(Records provided begins)
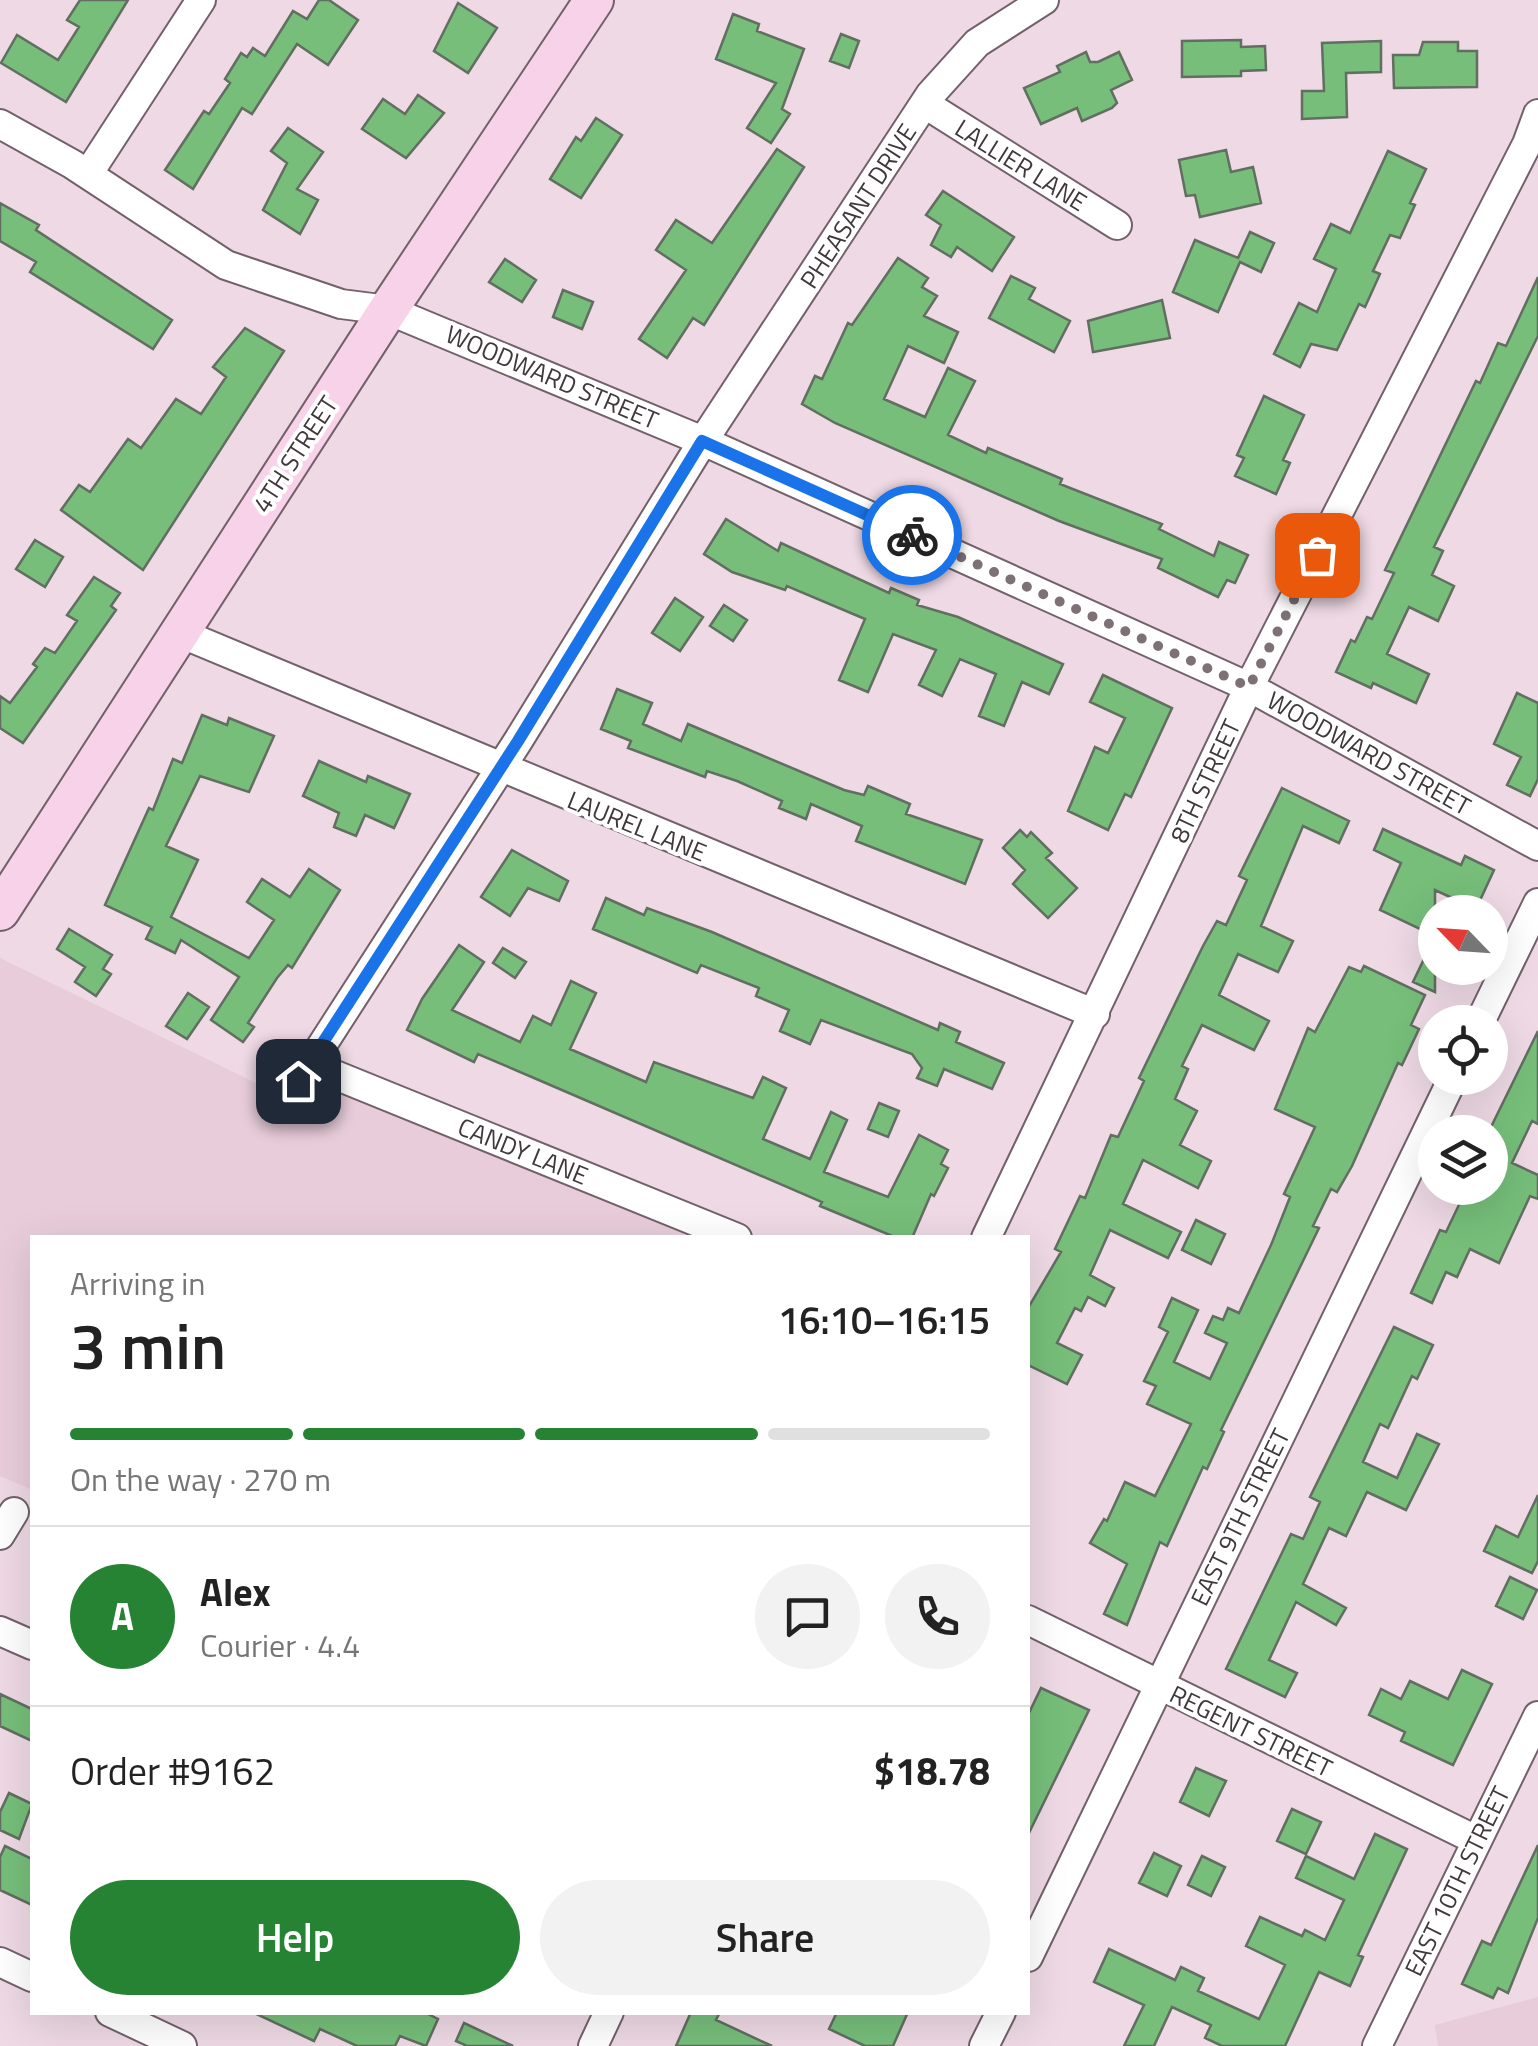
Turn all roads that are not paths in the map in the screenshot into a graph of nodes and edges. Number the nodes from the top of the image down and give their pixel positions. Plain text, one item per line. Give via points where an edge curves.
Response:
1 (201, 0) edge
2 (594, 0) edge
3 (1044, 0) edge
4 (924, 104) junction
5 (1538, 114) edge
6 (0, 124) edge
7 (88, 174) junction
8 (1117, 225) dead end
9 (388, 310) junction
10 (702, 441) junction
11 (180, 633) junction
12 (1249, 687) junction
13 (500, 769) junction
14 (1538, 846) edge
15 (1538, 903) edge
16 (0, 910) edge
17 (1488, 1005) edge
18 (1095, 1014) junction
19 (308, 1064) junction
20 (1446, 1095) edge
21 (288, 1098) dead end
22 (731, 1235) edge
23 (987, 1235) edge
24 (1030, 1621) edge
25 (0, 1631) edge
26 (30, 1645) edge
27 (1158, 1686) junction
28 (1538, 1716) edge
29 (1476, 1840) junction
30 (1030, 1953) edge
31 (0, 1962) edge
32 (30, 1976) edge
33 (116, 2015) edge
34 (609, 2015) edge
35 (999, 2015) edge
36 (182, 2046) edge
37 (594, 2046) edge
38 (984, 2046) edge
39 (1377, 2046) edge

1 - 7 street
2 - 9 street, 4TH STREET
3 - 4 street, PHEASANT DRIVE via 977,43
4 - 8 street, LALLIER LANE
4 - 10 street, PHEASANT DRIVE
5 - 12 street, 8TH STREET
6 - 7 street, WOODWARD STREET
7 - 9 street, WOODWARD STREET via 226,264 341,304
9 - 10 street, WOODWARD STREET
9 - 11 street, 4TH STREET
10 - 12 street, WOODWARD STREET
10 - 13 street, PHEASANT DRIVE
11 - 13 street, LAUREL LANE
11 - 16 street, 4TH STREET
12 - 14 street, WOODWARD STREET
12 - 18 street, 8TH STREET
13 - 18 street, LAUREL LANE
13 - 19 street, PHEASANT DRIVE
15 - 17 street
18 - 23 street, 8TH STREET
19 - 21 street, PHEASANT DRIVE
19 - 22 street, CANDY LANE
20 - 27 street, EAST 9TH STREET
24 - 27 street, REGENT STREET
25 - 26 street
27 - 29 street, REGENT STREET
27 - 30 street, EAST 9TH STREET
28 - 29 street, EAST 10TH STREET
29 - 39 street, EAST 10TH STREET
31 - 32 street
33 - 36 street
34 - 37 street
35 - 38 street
(Records provided ends)
(Records provided begins)
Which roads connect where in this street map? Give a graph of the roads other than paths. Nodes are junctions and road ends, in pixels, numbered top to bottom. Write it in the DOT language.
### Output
(Records provided ends)
(Records provided begins)
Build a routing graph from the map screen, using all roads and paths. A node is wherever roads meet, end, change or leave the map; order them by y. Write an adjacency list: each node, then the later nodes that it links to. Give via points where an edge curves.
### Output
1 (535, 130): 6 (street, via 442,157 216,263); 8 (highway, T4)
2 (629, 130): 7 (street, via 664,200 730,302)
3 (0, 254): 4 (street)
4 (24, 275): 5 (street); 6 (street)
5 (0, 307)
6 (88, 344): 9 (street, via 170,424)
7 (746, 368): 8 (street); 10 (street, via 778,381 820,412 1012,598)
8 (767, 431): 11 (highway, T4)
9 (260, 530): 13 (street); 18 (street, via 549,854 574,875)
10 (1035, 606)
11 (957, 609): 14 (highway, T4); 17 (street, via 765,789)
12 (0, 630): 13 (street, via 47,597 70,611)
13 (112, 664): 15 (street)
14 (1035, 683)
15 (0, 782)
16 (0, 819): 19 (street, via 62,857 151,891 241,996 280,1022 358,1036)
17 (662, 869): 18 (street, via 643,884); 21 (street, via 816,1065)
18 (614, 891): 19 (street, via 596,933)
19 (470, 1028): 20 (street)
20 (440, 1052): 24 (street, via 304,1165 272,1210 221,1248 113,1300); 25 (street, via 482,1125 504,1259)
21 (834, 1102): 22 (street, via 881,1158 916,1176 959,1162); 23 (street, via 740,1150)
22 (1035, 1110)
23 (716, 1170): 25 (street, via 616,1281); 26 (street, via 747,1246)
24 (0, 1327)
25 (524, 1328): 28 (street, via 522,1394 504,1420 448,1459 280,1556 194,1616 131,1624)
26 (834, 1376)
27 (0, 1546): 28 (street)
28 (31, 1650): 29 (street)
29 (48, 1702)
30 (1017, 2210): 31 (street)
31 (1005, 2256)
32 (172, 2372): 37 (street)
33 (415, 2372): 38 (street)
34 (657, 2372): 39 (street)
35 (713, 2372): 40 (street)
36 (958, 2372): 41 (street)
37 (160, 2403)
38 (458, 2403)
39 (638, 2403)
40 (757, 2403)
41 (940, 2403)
(Records provided ends)
> **Brief**: Which lines of the listing contain the word "that"? Copy each of them.

> **Solution to this exercise**:
Turn all roads that are not paths in the map in the screenshot into a graph of nodes and edges. Number the nodes from the top of the image down and give their pixel positions. Plain text, one item per line. Give via points where an edge curves.
Build a routing graph from the map screen, using all roads and paths. A node is wherever roads meet, end, change or leave the map; order them by y. Write an adjacency list: each node, then the later nodes that it links to. Give via points where an edge curves.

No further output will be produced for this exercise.